Both Lyons and his wife apologized to Pinellas-Pasco State Attorney Bernie McCabe for comments they had made in the last year suggesting his investigation of Lyons' crimes was racially motivated.

"I got a lot of bad advice and I lashed out," Lyons said.

Lyons also disavowed an advertisement published in the St. Petersburg Times that was taken out by one of his most ardent supporters, the Rev. J.J. Barfield III. The ad, which Barfield said Lyons approved, said Lyons was convicted in a racist state by a racist jury.

The charge particularly rankled Schaeffer, who lectured Lyons, "It offends me terribly when people who were not here . . . take it upon themselves to try to put unnecessary unrest in our community."

Lyons said he disagreed with the ad and denied approving it. Lyons assured the judge he did not believe the case had anything to do with the color of his skin.

"As far as I'm concerned, it had to do with the right and the wrong, and the wrong that I've done, the mistakes that I've made," the minister said. "It had nothing to do with race. . . . I don't agree with (the ad) and I don't uphold it one bit."

McCabe told the judge he doubted Lyons' sincerity and said Lyons' apology to him was made simply to curry favor with the court.

"Early on in this case . . . allegations of racism were bandied about easily," he said. "They seemed to slip off their tongues without much effort. . . . What I'm suggesting, judge, is that the words he speaks are the words he thinks will serve him best at the moment."

Five longtime friends of Lyons addressed Schaeffer about the minister's good deeds, about the selfless ways he shaped and improved their lives and the lives of countless others.

Cody Clark, who has known Lyons for 18 years, said, "He's wounded, but he's not worthless and he certainly has not led a worthless life."

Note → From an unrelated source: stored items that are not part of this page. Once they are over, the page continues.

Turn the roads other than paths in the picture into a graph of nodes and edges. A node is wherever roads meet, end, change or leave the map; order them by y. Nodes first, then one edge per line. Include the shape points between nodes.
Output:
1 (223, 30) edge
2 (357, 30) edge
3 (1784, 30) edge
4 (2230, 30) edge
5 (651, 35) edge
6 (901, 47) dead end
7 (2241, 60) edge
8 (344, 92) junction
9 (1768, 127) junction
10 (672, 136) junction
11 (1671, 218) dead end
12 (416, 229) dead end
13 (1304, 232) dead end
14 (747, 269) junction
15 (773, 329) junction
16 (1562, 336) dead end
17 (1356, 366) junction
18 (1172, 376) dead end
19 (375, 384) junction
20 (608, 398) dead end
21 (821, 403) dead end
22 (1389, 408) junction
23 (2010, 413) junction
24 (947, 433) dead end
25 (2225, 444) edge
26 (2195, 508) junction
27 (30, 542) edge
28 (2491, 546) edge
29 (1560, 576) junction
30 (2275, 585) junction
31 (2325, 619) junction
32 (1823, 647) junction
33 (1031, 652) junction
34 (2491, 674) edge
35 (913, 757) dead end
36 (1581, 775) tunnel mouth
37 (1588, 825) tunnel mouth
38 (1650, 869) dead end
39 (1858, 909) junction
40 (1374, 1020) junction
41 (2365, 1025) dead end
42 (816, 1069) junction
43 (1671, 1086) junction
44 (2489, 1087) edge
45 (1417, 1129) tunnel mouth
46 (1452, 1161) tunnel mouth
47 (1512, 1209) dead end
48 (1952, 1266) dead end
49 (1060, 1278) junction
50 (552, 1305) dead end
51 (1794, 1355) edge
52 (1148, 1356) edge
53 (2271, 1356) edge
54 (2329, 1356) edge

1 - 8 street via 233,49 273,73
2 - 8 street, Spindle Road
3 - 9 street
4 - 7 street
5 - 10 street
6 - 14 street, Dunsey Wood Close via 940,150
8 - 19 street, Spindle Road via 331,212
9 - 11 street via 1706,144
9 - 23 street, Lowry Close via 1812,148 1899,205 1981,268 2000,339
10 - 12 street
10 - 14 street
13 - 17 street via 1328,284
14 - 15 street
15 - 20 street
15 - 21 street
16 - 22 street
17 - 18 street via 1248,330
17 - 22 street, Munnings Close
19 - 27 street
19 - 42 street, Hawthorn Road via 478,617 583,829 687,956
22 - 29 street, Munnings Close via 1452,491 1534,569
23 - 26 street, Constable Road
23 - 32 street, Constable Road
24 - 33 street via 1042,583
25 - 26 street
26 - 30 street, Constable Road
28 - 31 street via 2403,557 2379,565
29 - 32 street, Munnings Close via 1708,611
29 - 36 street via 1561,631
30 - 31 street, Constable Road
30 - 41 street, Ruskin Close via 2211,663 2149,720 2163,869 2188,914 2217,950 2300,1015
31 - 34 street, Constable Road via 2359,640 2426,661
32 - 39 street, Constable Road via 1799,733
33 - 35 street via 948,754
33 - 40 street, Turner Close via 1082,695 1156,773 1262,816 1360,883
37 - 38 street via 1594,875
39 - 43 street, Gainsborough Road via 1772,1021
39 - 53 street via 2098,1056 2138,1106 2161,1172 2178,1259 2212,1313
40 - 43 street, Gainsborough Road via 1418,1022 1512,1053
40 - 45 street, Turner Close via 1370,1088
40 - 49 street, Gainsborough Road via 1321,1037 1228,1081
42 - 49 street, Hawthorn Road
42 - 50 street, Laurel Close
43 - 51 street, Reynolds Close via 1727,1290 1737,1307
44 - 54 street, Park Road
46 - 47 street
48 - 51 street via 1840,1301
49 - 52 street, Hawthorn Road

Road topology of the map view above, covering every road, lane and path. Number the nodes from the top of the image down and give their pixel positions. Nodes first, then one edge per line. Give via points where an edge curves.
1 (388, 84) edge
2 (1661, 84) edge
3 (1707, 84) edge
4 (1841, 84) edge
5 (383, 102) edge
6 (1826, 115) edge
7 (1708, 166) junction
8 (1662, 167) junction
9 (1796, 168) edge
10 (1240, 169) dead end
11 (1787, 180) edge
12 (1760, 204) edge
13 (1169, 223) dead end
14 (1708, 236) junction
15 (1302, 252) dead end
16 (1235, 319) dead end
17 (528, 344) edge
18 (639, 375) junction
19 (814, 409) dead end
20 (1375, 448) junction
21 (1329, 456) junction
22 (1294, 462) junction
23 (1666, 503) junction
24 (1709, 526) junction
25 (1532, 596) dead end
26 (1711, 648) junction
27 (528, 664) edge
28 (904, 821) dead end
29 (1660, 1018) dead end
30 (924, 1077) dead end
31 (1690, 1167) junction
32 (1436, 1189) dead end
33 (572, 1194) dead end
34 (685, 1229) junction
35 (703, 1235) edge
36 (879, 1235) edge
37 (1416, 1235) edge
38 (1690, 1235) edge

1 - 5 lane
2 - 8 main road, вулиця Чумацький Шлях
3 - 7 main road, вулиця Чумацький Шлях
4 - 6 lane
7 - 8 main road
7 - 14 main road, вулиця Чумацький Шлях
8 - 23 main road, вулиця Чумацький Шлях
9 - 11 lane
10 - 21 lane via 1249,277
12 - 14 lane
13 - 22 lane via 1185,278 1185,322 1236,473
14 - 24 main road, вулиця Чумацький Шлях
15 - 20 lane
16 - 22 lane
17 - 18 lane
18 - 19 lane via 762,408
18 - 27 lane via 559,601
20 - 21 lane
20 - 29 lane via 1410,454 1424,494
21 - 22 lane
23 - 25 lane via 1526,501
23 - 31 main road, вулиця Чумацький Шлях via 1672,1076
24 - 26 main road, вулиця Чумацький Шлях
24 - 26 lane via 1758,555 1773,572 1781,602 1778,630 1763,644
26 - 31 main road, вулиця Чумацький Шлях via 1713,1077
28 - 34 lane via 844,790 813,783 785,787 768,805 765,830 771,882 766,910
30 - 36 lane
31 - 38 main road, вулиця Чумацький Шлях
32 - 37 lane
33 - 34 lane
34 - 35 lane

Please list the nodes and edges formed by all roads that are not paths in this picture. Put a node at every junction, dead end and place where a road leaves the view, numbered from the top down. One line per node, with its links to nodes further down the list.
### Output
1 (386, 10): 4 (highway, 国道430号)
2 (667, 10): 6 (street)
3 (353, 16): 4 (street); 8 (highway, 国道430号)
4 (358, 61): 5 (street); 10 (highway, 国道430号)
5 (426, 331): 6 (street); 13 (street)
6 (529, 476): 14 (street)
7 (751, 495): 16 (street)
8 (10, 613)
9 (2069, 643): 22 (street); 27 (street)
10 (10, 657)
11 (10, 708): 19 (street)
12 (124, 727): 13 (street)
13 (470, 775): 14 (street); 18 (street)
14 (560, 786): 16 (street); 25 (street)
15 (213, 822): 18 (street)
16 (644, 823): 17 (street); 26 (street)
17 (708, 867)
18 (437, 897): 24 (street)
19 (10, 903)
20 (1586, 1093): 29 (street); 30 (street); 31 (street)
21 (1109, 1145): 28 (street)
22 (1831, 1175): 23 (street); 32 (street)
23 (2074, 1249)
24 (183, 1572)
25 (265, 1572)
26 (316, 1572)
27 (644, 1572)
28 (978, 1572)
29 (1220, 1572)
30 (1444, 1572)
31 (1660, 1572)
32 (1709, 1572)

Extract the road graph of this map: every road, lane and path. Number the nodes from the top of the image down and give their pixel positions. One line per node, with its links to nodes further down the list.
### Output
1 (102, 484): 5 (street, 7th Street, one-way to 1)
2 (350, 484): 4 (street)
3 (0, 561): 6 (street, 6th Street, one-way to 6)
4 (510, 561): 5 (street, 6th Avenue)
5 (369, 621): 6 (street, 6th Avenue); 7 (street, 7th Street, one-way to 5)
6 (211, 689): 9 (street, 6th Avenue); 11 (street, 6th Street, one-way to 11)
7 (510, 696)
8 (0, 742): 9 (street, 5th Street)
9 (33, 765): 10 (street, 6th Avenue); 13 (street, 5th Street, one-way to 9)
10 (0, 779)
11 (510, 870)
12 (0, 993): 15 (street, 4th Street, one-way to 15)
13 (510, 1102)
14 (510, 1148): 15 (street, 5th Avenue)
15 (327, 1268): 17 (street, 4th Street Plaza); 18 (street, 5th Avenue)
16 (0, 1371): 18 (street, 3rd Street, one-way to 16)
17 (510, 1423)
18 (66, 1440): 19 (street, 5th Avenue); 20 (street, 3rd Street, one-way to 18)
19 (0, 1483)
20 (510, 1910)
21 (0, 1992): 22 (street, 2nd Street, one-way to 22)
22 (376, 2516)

Schaeffer also said she read more than 115 letters from Lyons' supporters, many of whom asked the judge to grant Lyons probation so he could continue to help others. But the judge said she was bound by the law, which mandated a prison term.

The judge said she felt sorry for the followers whose letters so clearly demonstrated they found it inconceivable that Lyons could be guilty of such serious crimes.

"They see the kind and caring and considerate and giving man that I believe you are," she said.

Deborah Lyons, the devoted wife whose arson in Tierra Verde led to her husband's eventual undoing, pleaded for the judge's mercy.

"If you can find it in your heart to look not at Dr. Lyons in the last three or four years, but look at the good that he brings with himself," she said. "Dr. Lyons got caught up -- I'll be the first one to admit that -- he got caught up and did some things. But he is very remorseful."

The judge didn't give Mrs. Lyons the leniency she was hoping for, but neither did she treat Lyons as a criminal beyond redemption.

"I've learned a lot about you. I've learned to respect you," Schaeffer told Lyons. "You are now going to be punished for your crimes, which I do not respect. When you've paid the price for those and you get out, I think you and I could have a good chat. I'd look forward to that."

Lyons earlier this month pleaded guilty to five charges of tax evasion and fraud in federal court and faces a sentence of 70 to 87 months under guidelines. Lyons' attorneys hope a federal judge on June 18 will impose a sentence concurrent with the state term. But because Lyons will already be in state prison, the federal Bureau of Prisons has said it won't allow him to serve a concurrent sentence in a federal facility, said Jeff Brown, Lyons' attorney in the federal case. If the federal sentence is longer than 51/2 years, Lyons would move to federal prison when his state time is up.

Juror Christina Burris said she doesn't care where Lyons serves his prison sentence.

"I think his real punishment," she said, "is going to come from God."